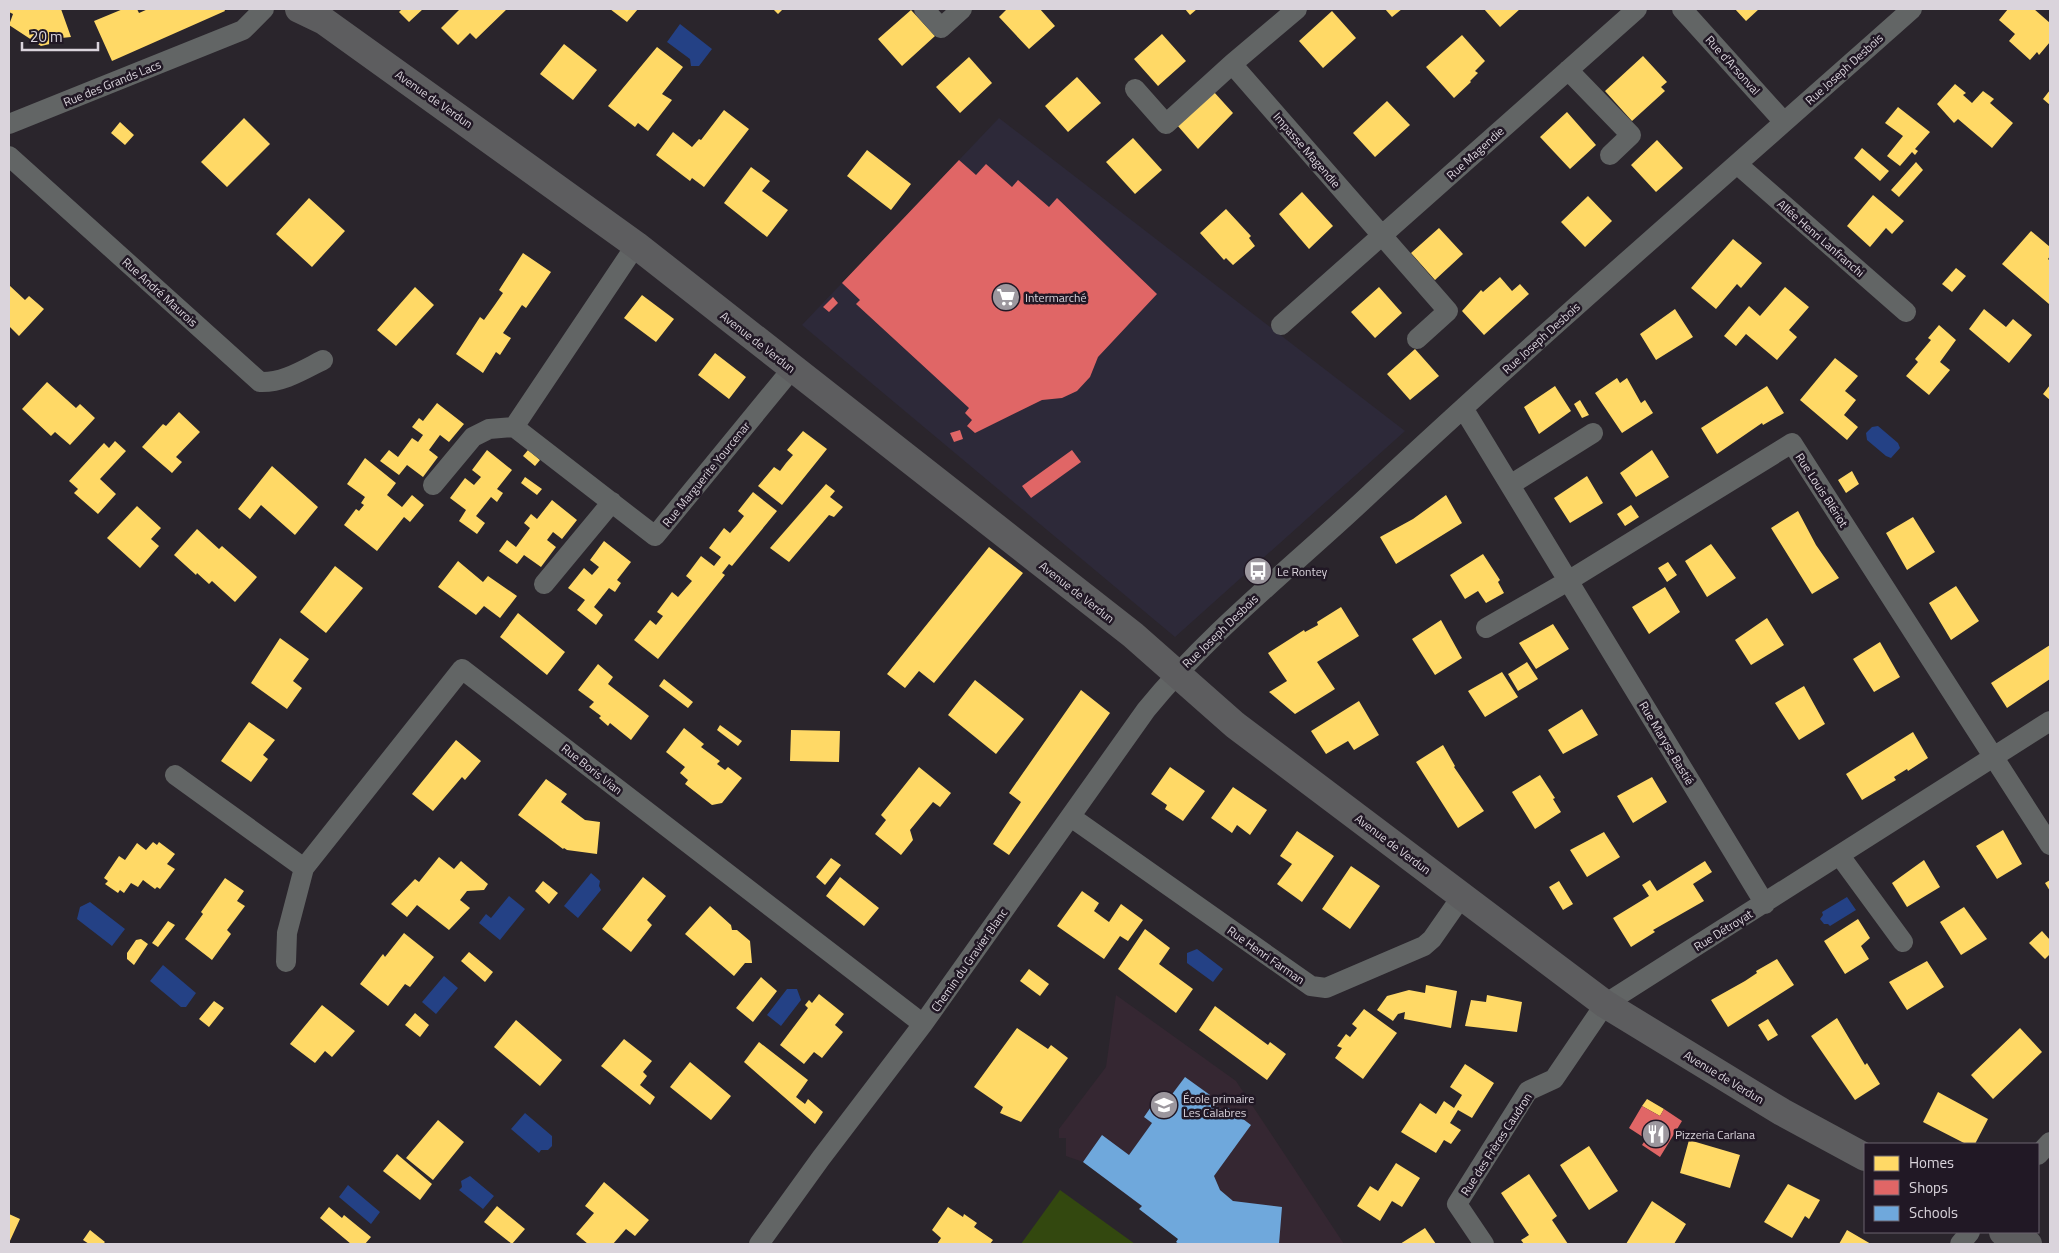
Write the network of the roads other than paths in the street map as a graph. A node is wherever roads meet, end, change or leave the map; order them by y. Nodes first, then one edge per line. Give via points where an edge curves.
1 (264, 9) edge
2 (299, 9) edge
3 (924, 9) edge
4 (962, 9) edge
5 (1297, 9) edge
6 (1637, 9) edge
7 (1682, 9) edge
8 (1912, 9) edge
9 (1232, 64) junction
10 (1568, 70) junction
11 (1135, 90) dead end
12 (1784, 122) junction
13 (9, 124) edge
14 (1610, 155) dead end
15 (9, 156) edge
16 (1737, 164) junction
17 (1381, 236) junction
18 (636, 245) junction
19 (1906, 312) dead end
20 (1281, 325) dead end
21 (1417, 339) dead end
22 (323, 360) dead end
23 (792, 369) junction
24 (1463, 408) junction
25 (514, 427) junction
26 (1593, 433) dead end
27 (433, 485) dead end
28 (1510, 485) junction
29 (612, 502) junction
30 (1568, 581) junction
31 (544, 584) dead end
32 (1486, 628) dead end
33 (1176, 673) junction
34 (2050, 721) edge
35 (1993, 758) junction
36 (175, 775) dead end
37 (1071, 817) junction
38 (2050, 845) edge
39 (1840, 856) junction
40 (304, 868) junction
41 (1462, 896) junction
42 (1766, 904) junction
43 (1903, 942) dead end
44 (286, 962) dead end
45 (1605, 1004) junction
46 (923, 1024) junction
47 (2050, 1142) edge
48 (2039, 1154) edge
49 (1864, 1156) edge
50 (1969, 1233) edge
51 (2006, 1233) edge
52 (759, 1244) edge
53 (1484, 1244) edge
54 (1960, 1244) edge
55 (2028, 1244) edge

1 - 13 street, Rue des Grands Lacs via 243,30
2 - 18 main road, Avenue de Verdun via 324,21
3 - 4 street via 941,28
5 - 9 street
6 - 10 street, Rue Magendie
7 - 12 street, Rue d'Arsonval
8 - 12 street, Rue Joseph Desbois
9 - 11 street via 1166,124
9 - 17 street, Impasse Magendie
10 - 14 street via 1631,135
10 - 17 street, Rue Magendie
12 - 16 street, Rue Joseph Desbois
15 - 22 street, Rue André Maurois via 260,382 280,380
16 - 19 street, Allée Henri Lanfranchi
16 - 24 street, Rue Joseph Desbois
17 - 20 street, Rue Magendie
17 - 21 street via 1448,311
18 - 23 main road, Avenue de Verdun
18 - 25 street
23 - 29 street, Rue Marguerite Yourcenar via 655,536
23 - 33 main road, Avenue de Verdun via 1133,635
24 - 28 street, Rue Maryse Bastié
24 - 33 street, Rue Joseph Desbois via 1216,632
25 - 27 street via 490,429 473,437
25 - 29 street, Rue Marguerite Yourcenar
26 - 28 street
28 - 30 street, Rue Maryse Bastié
29 - 31 street
30 - 32 street
30 - 35 street, Rue Louis Blériot via 1792,443
30 - 42 street, Rue Maryse Bastié
33 - 37 street, Chemin du Gravier Blanc
33 - 41 main road, Avenue de Verdun via 1235,725
34 - 35 street, Rue Détroyat
35 - 38 street
35 - 39 street, Rue Détroyat
36 - 40 street
37 - 41 street, Rue Henri Farman via 1311,986 1326,988 1424,946
37 - 46 street, Chemin du Gravier Blanc
39 - 42 street, Rue Détroyat
39 - 43 street
40 - 44 street, Rue Boris Vian via 287,934
40 - 46 street, Rue Boris Vian via 462,670
41 - 45 main road, Avenue de Verdun
42 - 45 street, Rue Détroyat
45 - 49 main road, Avenue de Verdun via 1782,1112
45 - 53 street, Rue des Frères Caudron via 1554,1079 1528,1091 1457,1204
46 - 52 street, Chemin du Gravier Blanc
47 - 48 street
50 - 54 street
51 - 55 main road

> [Work to be completed]: When you retype the material above, keep every word exact and drop the images.

> [Exercise answer]:
Write the network of the roads other than paths in the street map as a graph. A node is wherever roads meet, end, change or leave the map; order them by y. Nodes first, then one edge per line. Give via points where an edge curves.
1 (264, 9) edge
2 (299, 9) edge
3 (924, 9) edge
4 (962, 9) edge
5 (1297, 9) edge
6 (1637, 9) edge
7 (1682, 9) edge
8 (1912, 9) edge
9 (1232, 64) junction
10 (1568, 70) junction
11 (1135, 90) dead end
12 (1784, 122) junction
13 (9, 124) edge
14 (1610, 155) dead end
15 (9, 156) edge
16 (1737, 164) junction
17 (1381, 236) junction
18 (636, 245) junction
19 (1906, 312) dead end
20 (1281, 325) dead end
21 (1417, 339) dead end
22 (323, 360) dead end
23 (792, 369) junction
24 (1463, 408) junction
25 (514, 427) junction
26 (1593, 433) dead end
27 (433, 485) dead end
28 (1510, 485) junction
29 (612, 502) junction
30 (1568, 581) junction
31 (544, 584) dead end
32 (1486, 628) dead end
33 (1176, 673) junction
34 (2050, 721) edge
35 (1993, 758) junction
36 (175, 775) dead end
37 (1071, 817) junction
38 (2050, 845) edge
39 (1840, 856) junction
40 (304, 868) junction
41 (1462, 896) junction
42 (1766, 904) junction
43 (1903, 942) dead end
44 (286, 962) dead end
45 (1605, 1004) junction
46 (923, 1024) junction
47 (2050, 1142) edge
48 (2039, 1154) edge
49 (1864, 1156) edge
50 (1969, 1233) edge
51 (2006, 1233) edge
52 (759, 1244) edge
53 (1484, 1244) edge
54 (1960, 1244) edge
55 (2028, 1244) edge

1 - 13 street, Rue des Grands Lacs via 243,30
2 - 18 main road, Avenue de Verdun via 324,21
3 - 4 street via 941,28
5 - 9 street
6 - 10 street, Rue Magendie
7 - 12 street, Rue d'Arsonval
8 - 12 street, Rue Joseph Desbois
9 - 11 street via 1166,124
9 - 17 street, Impasse Magendie
10 - 14 street via 1631,135
10 - 17 street, Rue Magendie
12 - 16 street, Rue Joseph Desbois
15 - 22 street, Rue André Maurois via 260,382 280,380
16 - 19 street, Allée Henri Lanfranchi
16 - 24 street, Rue Joseph Desbois
17 - 20 street, Rue Magendie
17 - 21 street via 1448,311
18 - 23 main road, Avenue de Verdun
18 - 25 street
23 - 29 street, Rue Marguerite Yourcenar via 655,536
23 - 33 main road, Avenue de Verdun via 1133,635
24 - 28 street, Rue Maryse Bastié
24 - 33 street, Rue Joseph Desbois via 1216,632
25 - 27 street via 490,429 473,437
25 - 29 street, Rue Marguerite Yourcenar
26 - 28 street
28 - 30 street, Rue Maryse Bastié
29 - 31 street
30 - 32 street
30 - 35 street, Rue Louis Blériot via 1792,443
30 - 42 street, Rue Maryse Bastié
33 - 37 street, Chemin du Gravier Blanc
33 - 41 main road, Avenue de Verdun via 1235,725
34 - 35 street, Rue Détroyat
35 - 38 street
35 - 39 street, Rue Détroyat
36 - 40 street
37 - 41 street, Rue Henri Farman via 1311,986 1326,988 1424,946
37 - 46 street, Chemin du Gravier Blanc
39 - 42 street, Rue Détroyat
39 - 43 street
40 - 44 street, Rue Boris Vian via 287,934
40 - 46 street, Rue Boris Vian via 462,670
41 - 45 main road, Avenue de Verdun
42 - 45 street, Rue Détroyat
45 - 49 main road, Avenue de Verdun via 1782,1112
45 - 53 street, Rue des Frères Caudron via 1554,1079 1528,1091 1457,1204
46 - 52 street, Chemin du Gravier Blanc
47 - 48 street
50 - 54 street
51 - 55 main road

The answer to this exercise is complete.